Information provided
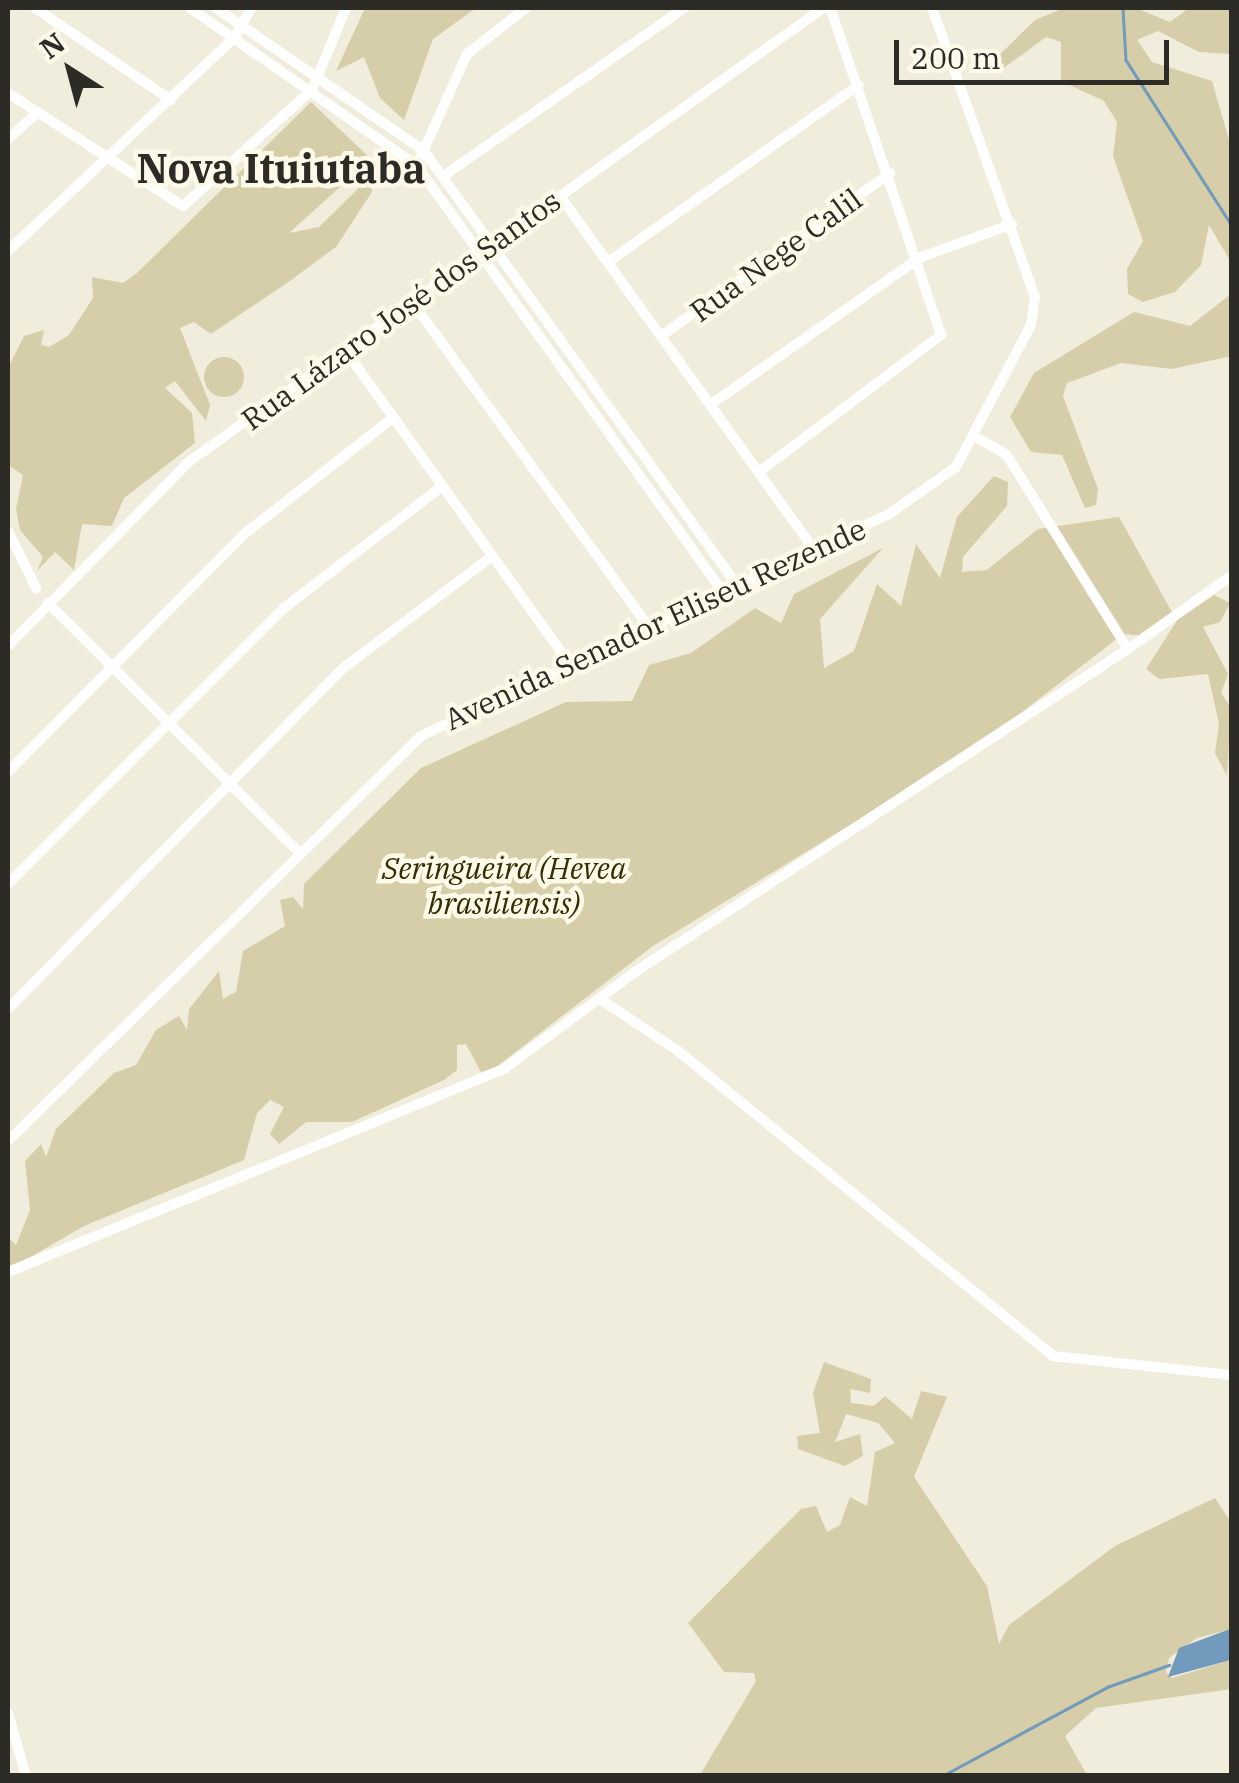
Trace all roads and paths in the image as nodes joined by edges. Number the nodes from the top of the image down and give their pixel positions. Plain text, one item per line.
1 (35, 8) edge
2 (190, 8) edge
3 (216, 8) edge
4 (251, 8) edge
5 (346, 8) edge
6 (526, 8) edge
7 (684, 8) edge
8 (826, 8) edge
9 (932, 8) edge
10 (243, 26) junction
11 (236, 37) junction
12 (319, 78) junction
13 (860, 85) junction
14 (312, 90) junction
15 (8, 93) edge
16 (171, 100) junction
17 (37, 113) junction
18 (8, 139) edge
19 (424, 151) junction
20 (105, 161) junction
21 (417, 166) junction
22 (890, 173) junction
23 (442, 177) junction
24 (560, 196) junction
25 (1012, 224) junction
26 (492, 245) junction
27 (8, 251) edge
28 (480, 253) junction
29 (919, 258) junction
30 (608, 262) junction
31 (412, 302) junction
32 (661, 336) junction
33 (346, 350) junction
34 (710, 405) junction
35 (393, 418) junction
36 (977, 438) junction
37 (759, 472) junction
38 (442, 487) junction
39 (921, 496) junction
40 (931, 509) dead end
41 (8, 531) edge
42 (813, 548) junction
43 (490, 557) junction
44 (1232, 575) edge
45 (737, 585) junction
46 (36, 588) dead end
47 (724, 592) junction
48 (48, 603) junction
49 (648, 627) junction
50 (8, 646) edge
51 (1128, 650) junction
52 (569, 663) junction
53 (112, 666) junction
54 (169, 722) junction
55 (8, 772) edge
56 (230, 785) junction
57 (298, 851) junction
58 (8, 884) edge
59 (603, 1001) junction
60 (8, 1009) edge
61 (8, 1141) edge
62 (8, 1272) edge
63 (1232, 1375) edge
64 (8, 1713) edge
65 (26, 1776) edge

1 - 16 street
2 - 11 street
3 - 10 street
4 - 10 street
5 - 12 street
6 - 19 street
7 - 23 street
8 - 13 street
8 - 24 street, Rua Lázaro José dos Santos
9 - 25 street, Avenida Senador Eliseu Rezende
10 - 11 street
10 - 12 street
11 - 14 street
11 - 16 street
12 - 14 street
12 - 19 street
13 - 22 street
13 - 30 street
14 - 20 street
14 - 21 street
15 - 17 street
16 - 20 street
17 - 18 street
17 - 20 street
19 - 21 street
19 - 23 street
20 - 27 street
21 - 28 street
22 - 29 street
22 - 32 street, Rua Nege Calil
23 - 26 street
24 - 26 street, Rua Lázaro José dos Santos
24 - 30 street
25 - 29 street
25 - 36 street, Avenida Senador Eliseu Rezende
26 - 28 street, Rua Lázaro José dos Santos
26 - 45 street
28 - 31 street, Rua Lázaro José dos Santos
28 - 47 street
29 - 34 street
29 - 37 street
30 - 32 street
31 - 33 street, Rua Lázaro José dos Santos
31 - 49 street
32 - 34 street
33 - 35 street
33 - 48 street, Rua Lázaro José dos Santos
34 - 37 street
35 - 38 street
35 - 53 street
36 - 39 street, Avenida Senador Eliseu Rezende
36 - 51 street
37 - 42 street
38 - 43 street
38 - 54 street
39 - 40 street
39 - 42 street, Avenida Senador Eliseu Rezende
41 - 46 street
42 - 45 street, Avenida Senador Eliseu Rezende
43 - 52 street
43 - 56 street
44 - 51 street
45 - 47 street, Avenida Senador Eliseu Rezende
47 - 49 street, Avenida Senador Eliseu Rezende
48 - 50 street, Rua Lázaro José dos Santos
48 - 53 street
49 - 52 street, Avenida Senador Eliseu Rezende
51 - 59 street
52 - 57 street, Avenida Senador Eliseu Rezende
53 - 54 street
53 - 55 street
54 - 56 street
54 - 58 street
56 - 57 street
56 - 60 street
57 - 61 street, Avenida Senador Eliseu Rezende
59 - 62 street
59 - 63 street
64 - 65 street

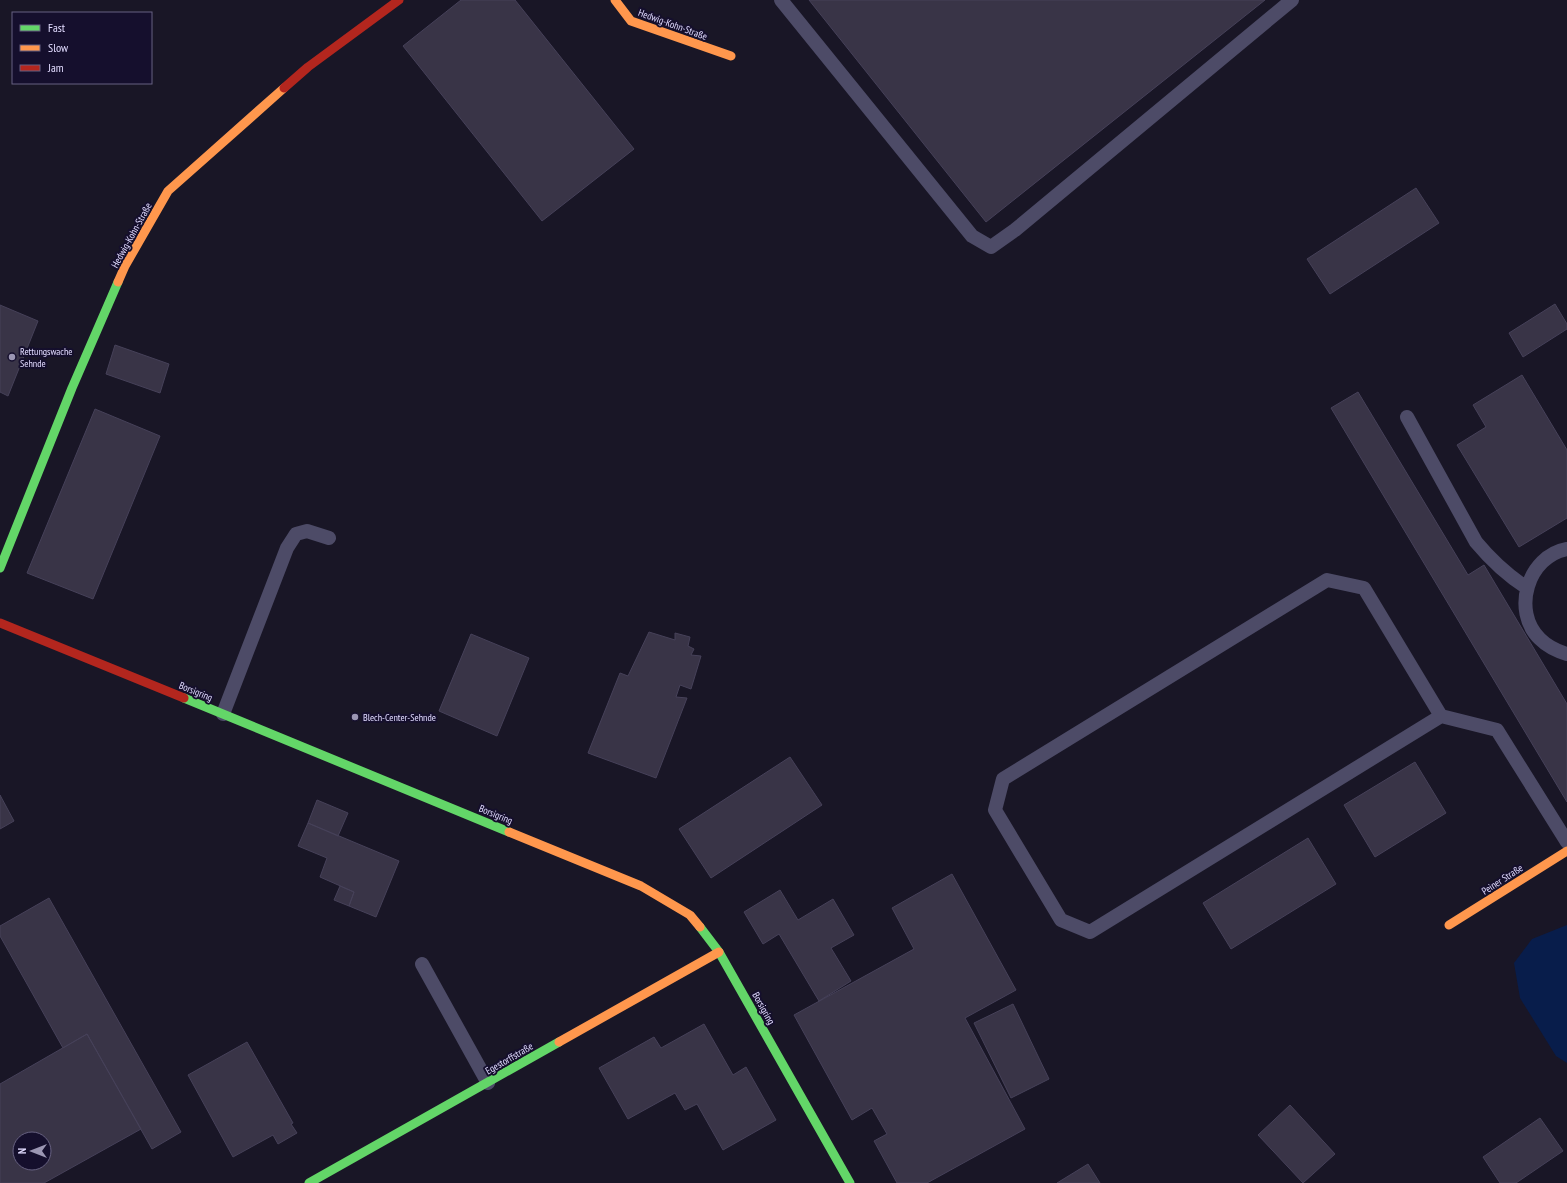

Problem to solve
Check the entries above line by line and return each one containing the word "Rezende".

Task answer
9 - 25 street, Avenida Senador Eliseu Rezende
25 - 36 street, Avenida Senador Eliseu Rezende
36 - 39 street, Avenida Senador Eliseu Rezende
39 - 42 street, Avenida Senador Eliseu Rezende
42 - 45 street, Avenida Senador Eliseu Rezende
45 - 47 street, Avenida Senador Eliseu Rezende
47 - 49 street, Avenida Senador Eliseu Rezende
49 - 52 street, Avenida Senador Eliseu Rezende
52 - 57 street, Avenida Senador Eliseu Rezende
57 - 61 street, Avenida Senador Eliseu Rezende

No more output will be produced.